= Ambashtha =

Indian caste

Ambashtha or Ambastha is a caste or sub-caste or a community of Hindus in India. According to Hindu scriptures, the term Ambastha refers to the offspring of a Brahmin father and a Vaishya mother, whose traditional occupation was the practice of medicine.

The term Ambastha is also used to describe a particular sub-caste within the Chitraguptavanshi Kayastha community, found mainly in North-Indian region (Bihar and Jharkhand).

==Origin==

=== Hindu Scriptures ===
In the ancient Indian epic Mahabharata, a warrior tribe named Ambastha has been mentioned. During Alexander's invasion, they had 60000 infantry, 6000 horsemen and 500 chariots. They have been described as inhabitants of northwestern part of Indian subcontinent (near Lahore), and they were conquered by Nakula and paid tribute to Yudisthira. They fought in the Kurukhetra war (initially for the Pandavas but later for Drona). They took to different professions like priesthood, farming and medicine, and are assumed to have migrated to eastern India later on.

The term Ambastha also gets mentioned in Hindu text Manusmriti as the offspring of a union between Brahmin male and Vaishya female.

== Varna status ==
Ridgeon mentions about the myth related to the origin of the four varnas in the Rigveda, and says that in order to explain "the great number of castes, a theory was developed that unions between men and women of different varnas produced offspring of various castes".
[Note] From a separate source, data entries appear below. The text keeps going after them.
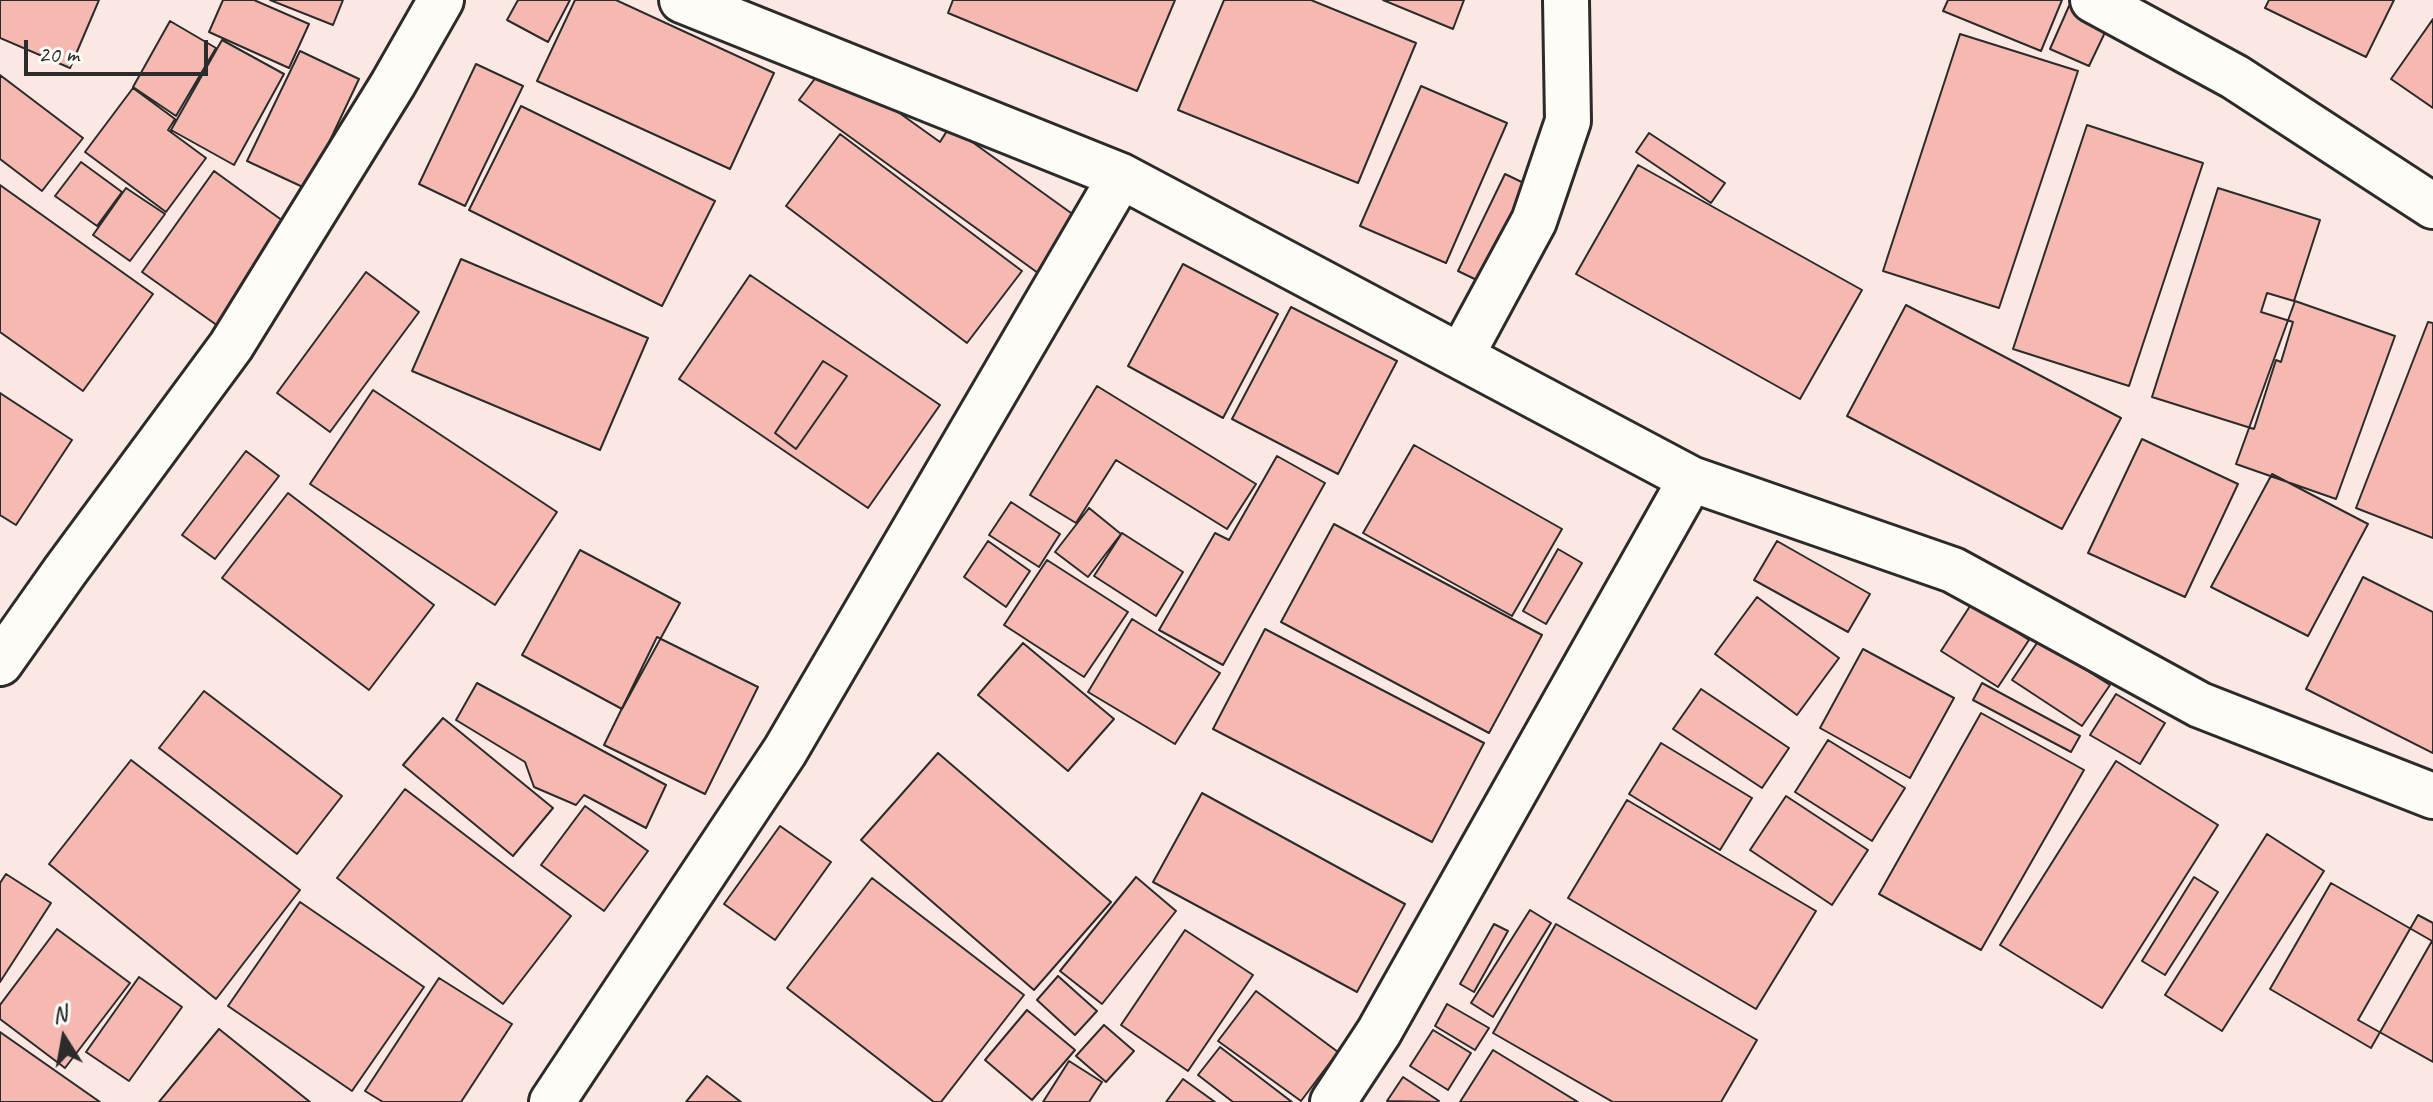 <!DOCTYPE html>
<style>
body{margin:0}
#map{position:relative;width:2433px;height:1102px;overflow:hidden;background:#fbe8e2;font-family:Caveat,sans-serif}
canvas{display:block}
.north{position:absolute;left:24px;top:998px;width:80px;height:80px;-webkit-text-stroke:6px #fdfcf7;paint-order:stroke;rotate:349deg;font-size:22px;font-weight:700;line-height:32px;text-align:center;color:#2b2b2b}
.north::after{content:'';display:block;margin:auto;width:28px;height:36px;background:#2b2b2b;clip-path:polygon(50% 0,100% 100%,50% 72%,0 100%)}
.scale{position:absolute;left:24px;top:40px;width:184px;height:36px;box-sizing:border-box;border:4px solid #2b2b2b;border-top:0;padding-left:10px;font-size:24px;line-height:28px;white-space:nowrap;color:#2b2b2b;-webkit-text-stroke:6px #fdfcf7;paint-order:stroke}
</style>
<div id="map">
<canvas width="2433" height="1102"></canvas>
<div class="north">N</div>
<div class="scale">20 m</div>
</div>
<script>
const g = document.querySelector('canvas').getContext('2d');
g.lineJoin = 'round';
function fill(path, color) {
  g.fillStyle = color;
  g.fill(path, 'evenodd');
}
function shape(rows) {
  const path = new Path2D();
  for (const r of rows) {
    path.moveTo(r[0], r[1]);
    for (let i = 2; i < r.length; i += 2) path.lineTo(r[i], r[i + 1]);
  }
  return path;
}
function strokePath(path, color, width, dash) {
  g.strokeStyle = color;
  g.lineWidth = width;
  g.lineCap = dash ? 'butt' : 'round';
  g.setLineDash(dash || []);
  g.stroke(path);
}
const building = shape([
 [0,0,99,0,70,68,0,38,0,0],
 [223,0,254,0,309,24,289,68,209,32,223,0],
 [270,0,343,0,333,25,270,0],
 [518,0,570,0,548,42,507,20,518,0],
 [575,0,616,0,774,73,730,169,537,81,575,0],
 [953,0,1175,0,1137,91,948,13,953,0],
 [1224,0,1311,0,1416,43,1358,183,1178,110,1224,0],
 [1383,0,1464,0,1453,29,1383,0],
 [1948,0,2062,0,2041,51,1943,11,1948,0],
 [2269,0,2394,0,2366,57,2265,8,2269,0],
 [2069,6,2109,24,2089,66,2050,49,2069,6],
 [2433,19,2433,108,2391,79,2433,19],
 [170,21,216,48,176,116,133,87,170,21],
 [1960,34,2078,71,1999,308,1883,271,1960,34],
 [222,40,284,74,234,165,171,130,222,40],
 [300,51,359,79,307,189,247,161,300,51],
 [476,64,523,86,465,206,419,184,476,64],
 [822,69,858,95,863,87,940,142,950,126,1078,218,1038,273,799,100,822,69],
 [0,75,83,138,42,191,0,159,0,75],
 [1421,86,1507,123,1446,263,1360,226,1421,86],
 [133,88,175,119,168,130,206,158,166,212,85,152,133,88],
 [521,106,715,201,662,306,469,210,521,106],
 [2087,125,2203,163,2129,386,2013,349,2087,125],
 [1649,133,1725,183,1711,203,1636,152,1649,133],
 [840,134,1022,271,967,343,786,206,840,134],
 [81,162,122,192,97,226,55,196,81,162],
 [1638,165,1862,290,1800,399,1576,274,1638,165],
 [214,171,290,226,218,326,142,272,214,171],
 [1505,174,1530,186,1483,283,1458,271,1505,174],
 [0,185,153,294,83,391,0,332,0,185],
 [126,188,165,214,130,261,93,235,126,188],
 [2218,188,2320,220,2294,301,2267,293,2261,312,2293,322,2281,362,2276,360,2254,429,2152,397,2218,188],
 [461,259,648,338,600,450,412,371,461,259],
 [1183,264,1278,314,1223,418,1128,366,1183,264],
 [366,272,419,312,330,432,277,393,366,272],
 [750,275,940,405,868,508,679,379,750,275],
 [823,361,847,376,796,449,775,433,823,361],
 [2295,301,2395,336,2336,499,2236,464,2295,301],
 [1906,305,2121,418,2062,529,1847,416,1906,305],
 [1291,307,1397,361,1338,474,1232,419,1291,307],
 [2428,322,2433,323,2433,538,2356,508,2428,322],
 [823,361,847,376,796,449,775,433,823,361],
 [1097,386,1256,484,1227,529,1116,460,1076,523,1030,495,1097,386],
 [373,390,557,512,495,605,310,484,373,390],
 [0,393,72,440,16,525,0,515,0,393],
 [2142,439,2238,484,2185,597,2088,553,2142,439],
 [1414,445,1562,529,1512,616,1363,533,1414,445],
 [246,451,279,476,215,559,182,535,246,451],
 [1277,456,1325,483,1223,665,1159,630,1215,533,1229,540,1277,456],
 [2272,474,2368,524,2308,636,2211,587,2272,474],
 [288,493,434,605,369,690,222,578,288,493],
 [1011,502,1060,534,1039,567,989,535,1011,502],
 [1089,508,1121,534,1088,577,1055,552,1089,508],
 [1334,524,1542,635,1489,733,1281,622,1334,524],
 [1122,533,1183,572,1156,616,1094,576,1122,533],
 [988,541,1030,571,1006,607,964,577,988,541],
 [1777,541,1870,594,1848,632,1754,580,1777,541],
 [1558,549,1582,563,1546,624,1523,611,1558,549],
 [580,550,680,603,622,709,522,655,580,550],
 [1047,560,1128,612,1084,677,1004,625,1047,560],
 [2363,577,2433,612,2433,753,2306,689,2363,577],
 [1757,597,1839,658,1797,715,1715,654,1757,597],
 [1972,603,2029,640,1998,687,1941,651,1972,603],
 [1132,619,1220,673,1175,744,1088,692,1132,619],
 [1265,629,1484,743,1432,842,1213,729,1265,629],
 [657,637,758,687,705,794,604,745,657,637],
 [2039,640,2110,685,2082,726,2012,680,2039,640],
 [1023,643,1114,719,1068,771,978,695,1023,643],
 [1863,649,1954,698,1910,778,1820,728,1863,649],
 [477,683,666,785,646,828,584,795,576,805,534,787,525,762,456,720,477,683],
 [1982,683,2080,736,2071,752,1973,700,1982,683],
 [1701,689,1789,748,1762,788,1673,729,1701,689],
 [204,691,342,796,297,854,159,748,204,691],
 [2116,694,2165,723,2140,764,2090,735,2116,694],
 [1981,713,2084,770,1981,950,1879,894,1981,713],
 [443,718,553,808,513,856,403,765,443,718],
 [1828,740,1905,788,1872,841,1795,792,1828,740],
 [1661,743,1752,798,1720,850,1629,794,1661,743],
 [938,753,1111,902,1034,990,861,840,938,753],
 [131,760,300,890,216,999,49,864,131,760],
 [2116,761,2218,825,2102,1008,2000,945,2116,761],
 [405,789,571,916,503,1004,337,878,405,789],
 [1202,793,1405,904,1357,992,1153,882,1202,793],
 [1786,796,1868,850,1832,905,1750,850,1786,796],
 [1627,800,1816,911,1756,1009,1568,898,1627,800],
 [585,806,648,851,604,911,541,865,585,806],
 [780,826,831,862,775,940,724,904,780,826],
 [2267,834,2324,871,2222,1031,2165,995,2267,834],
 [6,874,51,903,0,982,0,883,6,874],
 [1136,877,1176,911,1102,1004,1060,971,1136,877],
 [2194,877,2218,892,2165,975,2142,961,2194,877],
 [872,878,1024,995,941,1102,934,1102,787,988,872,878],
 [2331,883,2432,941,2371,1048,2270,989,2331,883],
 [300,902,424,987,352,1091,228,1006,300,902],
 [1530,910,1551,923,1493,1017,1471,1003,1530,910],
 [2418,915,2433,923,2433,1062,2358,1020,2418,915],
 [1494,924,1508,931,1474,992,1460,984,1494,924],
 [1556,924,1757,1040,1721,1102,1613,1102,1493,1033,1556,924],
 [57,929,130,983,65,1068,0,1019,0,1005,57,929],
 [1185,930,1253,975,1188,1071,1121,1025,1185,930],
 [1058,976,1097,1011,1075,1035,1037,1000,1058,976],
 [139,977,182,1007,129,1081,86,1052,139,977],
 [439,978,512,1024,461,1102,383,1102,365,1091,439,978],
 [1256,991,1338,1052,1301,1101,1218,1041,1256,991],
 [1447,1004,1489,1028,1475,1050,1435,1026,1447,1004],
 [1027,1010,1075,1050,1032,1100,985,1060,1027,1010],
 [1104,1025,1134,1051,1106,1082,1076,1056,1104,1025],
 [219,1029,310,1102,159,1102,219,1029],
 [1433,1030,1471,1053,1448,1090,1410,1066,1433,1030],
 [0,1032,100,1102,0,1102,0,1032],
 [1220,1047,1292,1102,1233,1102,1198,1075,1220,1047],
 [1493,1050,1578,1102,1460,1102,1493,1050],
 [1069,1061,1102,1082,1089,1102,1043,1102,1069,1061],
 [707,1076,741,1102,686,1102,707,1076],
 [1403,1077,1439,1101,1438,1102,1387,1101,1403,1077],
 [1183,1079,1215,1102,1166,1102,1183,1079]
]);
fill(building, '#f5b9b2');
strokePath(building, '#2b2b2b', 2);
const street = shape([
 [682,0,1121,176,1691,479,1953,570,2200,705,2433,796],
 [2093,0,2235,77,2433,206],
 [1461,356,1534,221,1568,121,1566,0],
 [0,663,65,571,231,346,393,84,441,0],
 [552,1102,785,751,1121,176],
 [1333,1102,1379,1032,1691,479]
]);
strokePath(street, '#2b2b2b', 50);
strokePath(street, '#fdfcf7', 44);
</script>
Citing the Hindu text Parasara, Leslie mentions that the Ambastha is supposed to treat the Brahmins only, and hence considered as "a clean caste, definitely below the brahman, but certainly well within the twice-born group". This differentiates the Ambasthas from the average Vaidyas, who were considered "unclean" and were denied the status accorded to the Ambastha.

== Ambashthas of Bihar ==
According to Bindeshwari Prasad Sinha the ancient Ambasthas migrated to Bihar and created a sub-division of the greater Kayastha caste of this region.

==Early medieval Bengal==
In the Brihaddharma Purana the Ambashthas and the Baidyas/Vaidyas were considered as the same caste in its list of 36 castes but another text, the Brahma Vaivarta Purana considered them as two separate sub-castes. Bharatmallik (17th century), the author of the Chandraprabha and Bhattitika has introduced himself as both Vaidya and Ambashtha, which indicates both the castes may have been considered as one in early medieval Bengal.